• Action item
You are to retype exactly the line with "Build a routing" and every line after it in the entries below.

========================

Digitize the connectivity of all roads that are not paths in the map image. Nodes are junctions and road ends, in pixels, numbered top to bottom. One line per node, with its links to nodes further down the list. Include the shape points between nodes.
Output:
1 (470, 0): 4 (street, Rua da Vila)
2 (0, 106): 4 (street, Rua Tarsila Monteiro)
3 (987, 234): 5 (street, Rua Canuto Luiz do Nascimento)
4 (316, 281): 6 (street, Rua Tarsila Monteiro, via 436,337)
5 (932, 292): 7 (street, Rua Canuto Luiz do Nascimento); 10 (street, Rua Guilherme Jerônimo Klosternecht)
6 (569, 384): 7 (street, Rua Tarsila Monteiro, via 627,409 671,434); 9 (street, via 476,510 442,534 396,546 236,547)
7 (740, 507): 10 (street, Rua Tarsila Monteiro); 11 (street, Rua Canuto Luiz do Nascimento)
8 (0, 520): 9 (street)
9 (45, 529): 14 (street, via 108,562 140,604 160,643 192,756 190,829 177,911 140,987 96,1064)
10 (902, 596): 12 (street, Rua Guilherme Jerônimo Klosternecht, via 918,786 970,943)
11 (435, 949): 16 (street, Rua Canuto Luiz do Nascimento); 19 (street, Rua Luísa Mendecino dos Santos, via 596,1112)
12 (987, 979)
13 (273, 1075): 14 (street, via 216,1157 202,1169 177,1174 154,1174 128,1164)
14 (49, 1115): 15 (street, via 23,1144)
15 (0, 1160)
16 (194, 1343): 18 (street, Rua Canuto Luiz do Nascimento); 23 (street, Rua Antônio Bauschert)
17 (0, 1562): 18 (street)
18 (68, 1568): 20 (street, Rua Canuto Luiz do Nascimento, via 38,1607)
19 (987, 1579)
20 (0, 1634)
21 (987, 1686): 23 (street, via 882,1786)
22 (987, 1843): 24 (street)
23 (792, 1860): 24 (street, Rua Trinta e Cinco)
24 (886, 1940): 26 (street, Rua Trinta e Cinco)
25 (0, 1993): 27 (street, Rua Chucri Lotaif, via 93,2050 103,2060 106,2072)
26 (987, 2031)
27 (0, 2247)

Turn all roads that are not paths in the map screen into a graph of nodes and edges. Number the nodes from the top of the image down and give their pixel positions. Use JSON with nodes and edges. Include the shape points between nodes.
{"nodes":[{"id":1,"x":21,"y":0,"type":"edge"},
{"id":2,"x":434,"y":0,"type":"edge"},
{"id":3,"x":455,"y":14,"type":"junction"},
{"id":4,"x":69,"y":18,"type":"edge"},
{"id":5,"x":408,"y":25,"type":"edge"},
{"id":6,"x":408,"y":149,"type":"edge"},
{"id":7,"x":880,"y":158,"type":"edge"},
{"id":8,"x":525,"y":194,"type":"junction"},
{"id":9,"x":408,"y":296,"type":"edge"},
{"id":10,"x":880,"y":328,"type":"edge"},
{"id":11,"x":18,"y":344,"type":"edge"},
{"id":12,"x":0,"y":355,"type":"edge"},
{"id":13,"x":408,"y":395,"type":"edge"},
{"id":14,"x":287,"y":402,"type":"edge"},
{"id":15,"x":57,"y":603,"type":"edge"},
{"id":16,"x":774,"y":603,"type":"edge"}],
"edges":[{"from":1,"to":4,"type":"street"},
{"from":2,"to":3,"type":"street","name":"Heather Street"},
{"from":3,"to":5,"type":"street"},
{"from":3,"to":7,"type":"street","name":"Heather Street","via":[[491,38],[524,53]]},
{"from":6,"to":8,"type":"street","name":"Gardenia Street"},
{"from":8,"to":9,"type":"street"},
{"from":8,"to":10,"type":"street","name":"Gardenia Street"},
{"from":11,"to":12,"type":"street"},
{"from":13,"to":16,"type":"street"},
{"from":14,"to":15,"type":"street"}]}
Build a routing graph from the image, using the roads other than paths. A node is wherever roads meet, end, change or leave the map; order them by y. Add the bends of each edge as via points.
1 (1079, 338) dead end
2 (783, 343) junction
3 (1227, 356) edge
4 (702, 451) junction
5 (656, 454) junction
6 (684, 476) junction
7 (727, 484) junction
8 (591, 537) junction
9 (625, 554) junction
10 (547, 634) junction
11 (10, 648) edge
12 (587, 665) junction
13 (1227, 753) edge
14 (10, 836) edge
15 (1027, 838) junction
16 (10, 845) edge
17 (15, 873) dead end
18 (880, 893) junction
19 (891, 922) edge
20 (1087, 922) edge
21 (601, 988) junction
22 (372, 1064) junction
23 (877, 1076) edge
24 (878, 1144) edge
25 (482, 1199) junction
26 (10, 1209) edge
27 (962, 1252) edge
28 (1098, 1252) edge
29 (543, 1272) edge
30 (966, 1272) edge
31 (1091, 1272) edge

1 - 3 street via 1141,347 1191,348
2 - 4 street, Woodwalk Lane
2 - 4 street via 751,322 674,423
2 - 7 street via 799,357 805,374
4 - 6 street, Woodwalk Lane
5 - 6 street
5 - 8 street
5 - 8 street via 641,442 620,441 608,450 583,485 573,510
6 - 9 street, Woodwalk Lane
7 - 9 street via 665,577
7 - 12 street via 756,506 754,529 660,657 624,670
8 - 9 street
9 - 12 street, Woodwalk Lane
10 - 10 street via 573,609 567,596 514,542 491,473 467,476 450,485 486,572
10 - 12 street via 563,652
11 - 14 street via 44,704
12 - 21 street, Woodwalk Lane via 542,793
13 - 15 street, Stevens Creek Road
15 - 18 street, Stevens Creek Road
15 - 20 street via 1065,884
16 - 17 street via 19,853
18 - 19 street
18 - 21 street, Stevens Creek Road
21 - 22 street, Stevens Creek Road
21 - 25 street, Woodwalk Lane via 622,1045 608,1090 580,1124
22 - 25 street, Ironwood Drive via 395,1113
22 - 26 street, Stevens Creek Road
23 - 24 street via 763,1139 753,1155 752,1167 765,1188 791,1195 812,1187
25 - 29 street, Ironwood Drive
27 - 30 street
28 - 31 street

========================

• Output for this exercise
Build a routing graph from the image, using the roads other than paths. A node is wherever roads meet, end, change or leave the map; order them by y. Add the bends of each edge as via points.
1 (1079, 338) dead end
2 (783, 343) junction
3 (1227, 356) edge
4 (702, 451) junction
5 (656, 454) junction
6 (684, 476) junction
7 (727, 484) junction
8 (591, 537) junction
9 (625, 554) junction
10 (547, 634) junction
11 (10, 648) edge
12 (587, 665) junction
13 (1227, 753) edge
14 (10, 836) edge
15 (1027, 838) junction
16 (10, 845) edge
17 (15, 873) dead end
18 (880, 893) junction
19 (891, 922) edge
20 (1087, 922) edge
21 (601, 988) junction
22 (372, 1064) junction
23 (877, 1076) edge
24 (878, 1144) edge
25 (482, 1199) junction
26 (10, 1209) edge
27 (962, 1252) edge
28 (1098, 1252) edge
29 (543, 1272) edge
30 (966, 1272) edge
31 (1091, 1272) edge

1 - 3 street via 1141,347 1191,348
2 - 4 street, Woodwalk Lane
2 - 4 street via 751,322 674,423
2 - 7 street via 799,357 805,374
4 - 6 street, Woodwalk Lane
5 - 6 street
5 - 8 street
5 - 8 street via 641,442 620,441 608,450 583,485 573,510
6 - 9 street, Woodwalk Lane
7 - 9 street via 665,577
7 - 12 street via 756,506 754,529 660,657 624,670
8 - 9 street
9 - 12 street, Woodwalk Lane
10 - 10 street via 573,609 567,596 514,542 491,473 467,476 450,485 486,572
10 - 12 street via 563,652
11 - 14 street via 44,704
12 - 21 street, Woodwalk Lane via 542,793
13 - 15 street, Stevens Creek Road
15 - 18 street, Stevens Creek Road
15 - 20 street via 1065,884
16 - 17 street via 19,853
18 - 19 street
18 - 21 street, Stevens Creek Road
21 - 22 street, Stevens Creek Road
21 - 25 street, Woodwalk Lane via 622,1045 608,1090 580,1124
22 - 25 street, Ironwood Drive via 395,1113
22 - 26 street, Stevens Creek Road
23 - 24 street via 763,1139 753,1155 752,1167 765,1188 791,1195 812,1187
25 - 29 street, Ironwood Drive
27 - 30 street
28 - 31 street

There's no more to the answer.